COMBINED INACTIVATION OF INTERFERON RESPONSE BY EPIGENETIC SILENCING AND JAK1 MUTATIONS RENDER TUMOR CELLS HYPER-SENSITIVE TO VIRAL INFECTION

The hormone-dependent LNCaP human prostate cancer cells were shown to extensive deregulate gene expression through epigenetic silencing. It was postulated that epigenetic silencing of Interferon Stimulated Genes (ISGs), including mediators of the Janus Kinase 1 (JAK1)/STAT1 transduction pathway, renders these cells hyper-susceptible to viral infections. However, recent findings show that JAK1 is mutated in LNCaP cells, providing additional basis for malfunction of the interferon pathway. Based on this, we asked the following questions: (i) Does abrogation of epigenetic silencing render LNCaP cells resistant to infection? (ii) Does IFN stimulation alter the cellular antiviral response in absence of JAK1 expression? (iii) Is IFN signaling in LNCaP cells dependent on abrogation of epigenetic silencing?

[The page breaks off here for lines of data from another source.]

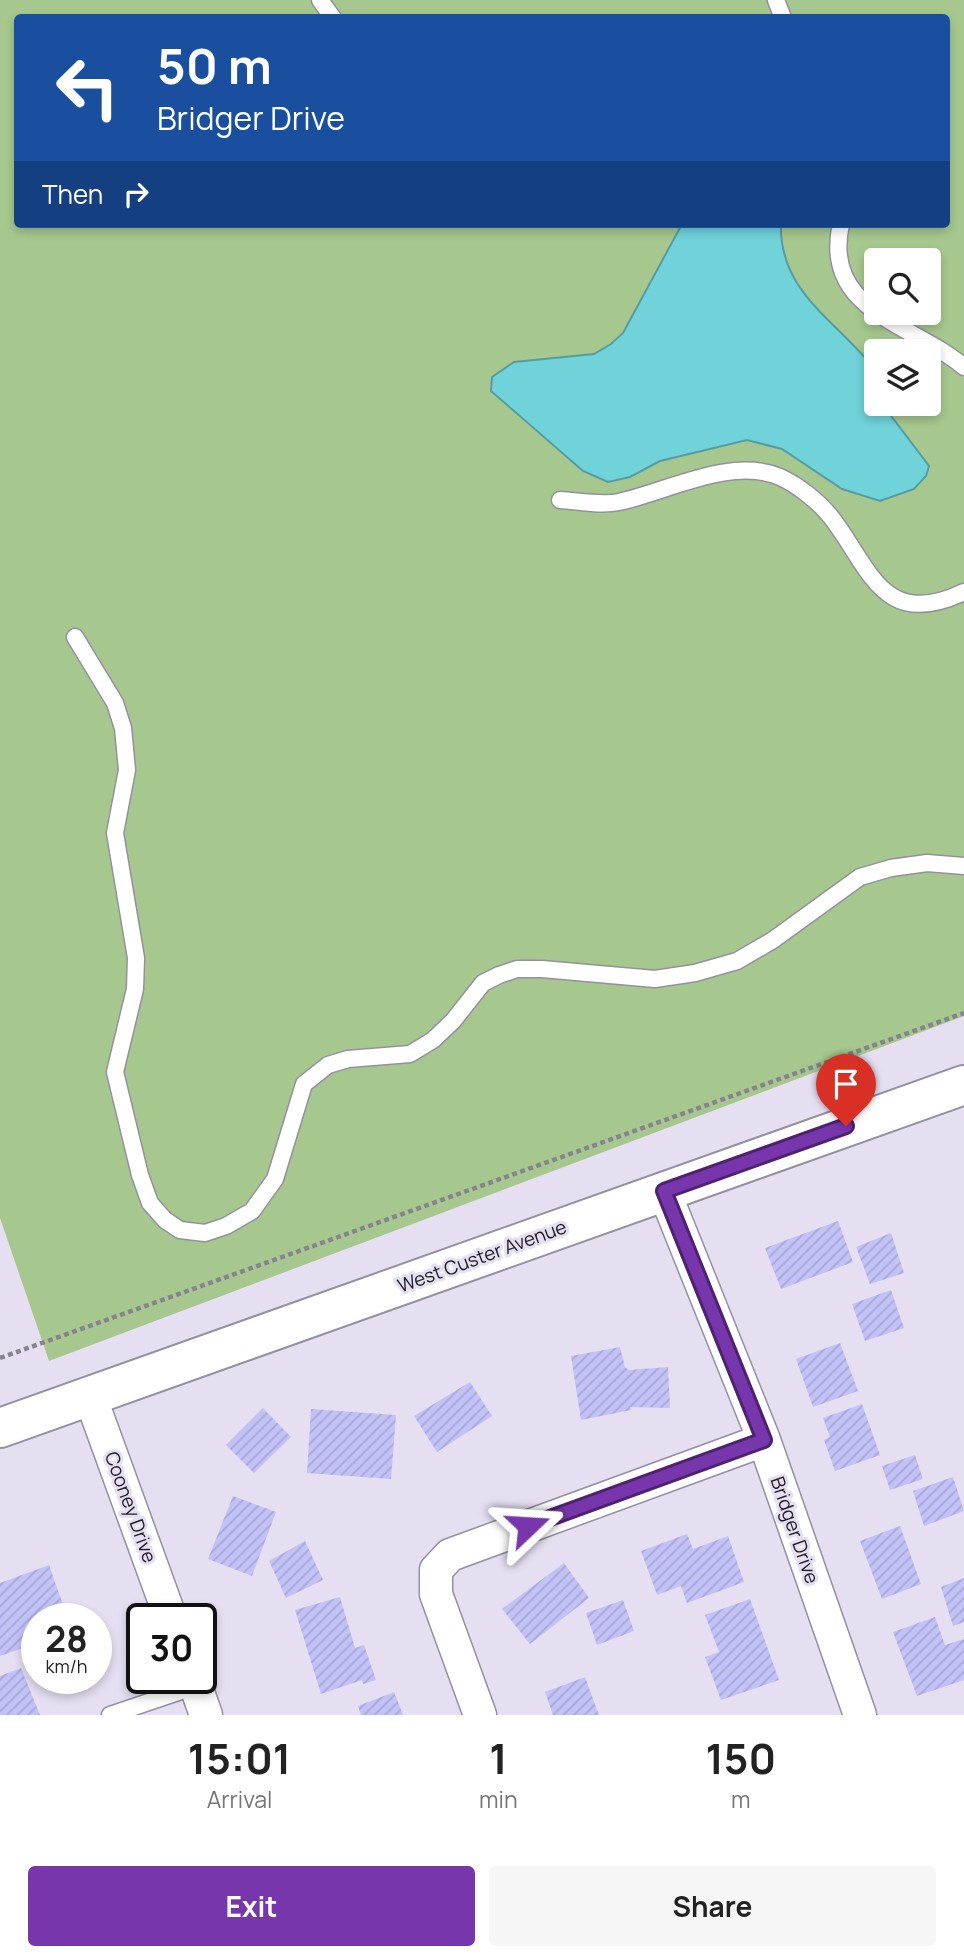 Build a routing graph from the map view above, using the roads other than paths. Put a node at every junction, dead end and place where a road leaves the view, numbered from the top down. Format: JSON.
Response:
{"nodes":[{"id":1,"x":841,"y":228,"type":"edge"},
{"id":2,"x":964,"y":368,"type":"edge"},
{"id":3,"x":560,"y":500,"type":"dead end"},
{"id":4,"x":964,"y":592,"type":"edge"},
{"id":5,"x":75,"y":637,"type":"dead end"},
{"id":6,"x":964,"y":866,"type":"edge"},
{"id":7,"x":964,"y":1086,"type":"edge"},
{"id":8,"x":664,"y":1191,"type":"junction"},
{"id":9,"x":90,"y":1396,"type":"junction"},
{"id":10,"x":0,"y":1428,"type":"edge"},
{"id":11,"x":764,"y":1440,"type":"junction"},
{"id":12,"x":165,"y":1603,"type":"edge"},
{"id":13,"x":194,"y":1694,"type":"edge"},
{"id":14,"x":110,"y":1715,"type":"edge"},
{"id":15,"x":480,"y":1715,"type":"edge"},
{"id":16,"x":860,"y":1715,"type":"edge"}],
"edges":[{"from":1,"to":2,"type":"lane"},
{"from":3,"to":4,"type":"lane"},
{"from":5,"to":6,"type":"lane"},
{"from":7,"to":8,"type":"main road","name":"West Custer Avenue"},
{"from":8,"to":9,"type":"main road","name":"West Custer Avenue"},
{"from":8,"to":11,"type":"street","name":"Bridger Drive"},
{"from":9,"to":10,"type":"main road","name":"West Custer Avenue"},
{"from":9,"to":12,"type":"street","name":"Cooney Drive"},
{"from":11,"to":15,"type":"street"},
{"from":11,"to":16,"type":"street","name":"Bridger Drive"},
{"from":13,"to":14,"type":"lane"}]} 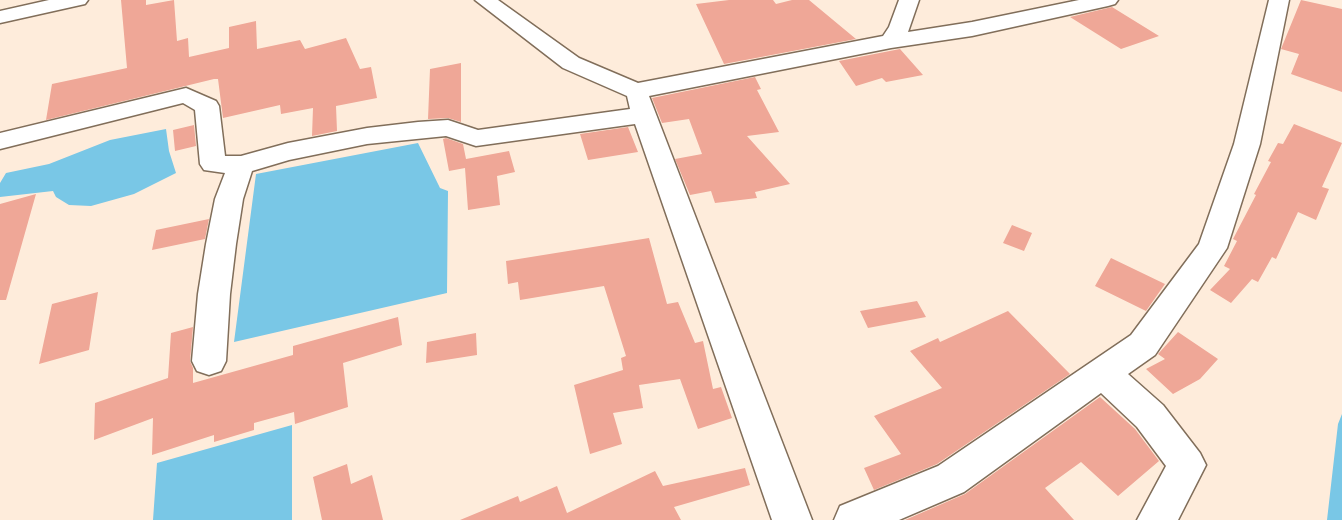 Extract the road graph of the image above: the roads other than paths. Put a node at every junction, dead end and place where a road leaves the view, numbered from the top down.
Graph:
1 (78, 0) edge
2 (485, 0) edge
3 (909, 0) edge
4 (1108, 0) edge
5 (1280, 0) edge
6 (0, 17) edge
7 (891, 41) junction
8 (640, 103) junction
9 (0, 141) edge
10 (241, 165) junction
11 (209, 361) dead end
12 (1103, 373) junction
13 (792, 520) edge
14 (854, 520) edge
15 (1157, 520) edge

1 - 6 street
2 - 8 street
3 - 7 street
4 - 7 street
5 - 12 street
7 - 8 street
8 - 10 street
8 - 13 street
9 - 10 street
10 - 11 street
12 - 14 street
12 - 15 street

To address these questions we employed a mutant molecular clone of the human metapenumovirus expressing GFP (hMPV-GFP) as a marker of successful infection, which allows for quantitation of infection by fluorescent activated cell sorting and live cell microscopy. Abrogation of epigenetic silencing with inhibitors of DNA methyl transferases (5-Aza-deoxyCytidine or RG-108), of histone deacetylase inhibitors (trichostatin A) differentially enhanced the expression of a subset of ISGs, including IRF7. Notably these same treatments markedly reduced HMPV-GFP infection. Stimulation with IFN resulted in moderate increases in expression some ISGs, without reducing the susceptibility of LNCaP cells to hMPV-GFP. Combination of epigenetics-abrogating treatments and IFN stimulation further augmented the expression of this ISG subset (e.g., IRF7), while only moderately enhancing the infection-perturbing potential of the treatments alone. Our results identify the regulation of ISG expression in absence of canonical IFN signaling (JAK1/STAT), and underscore the role of silencing of anti-viral genes in cancer, with implications to combination therapy regimens employing both viruses and epigenetics-modifying compounds.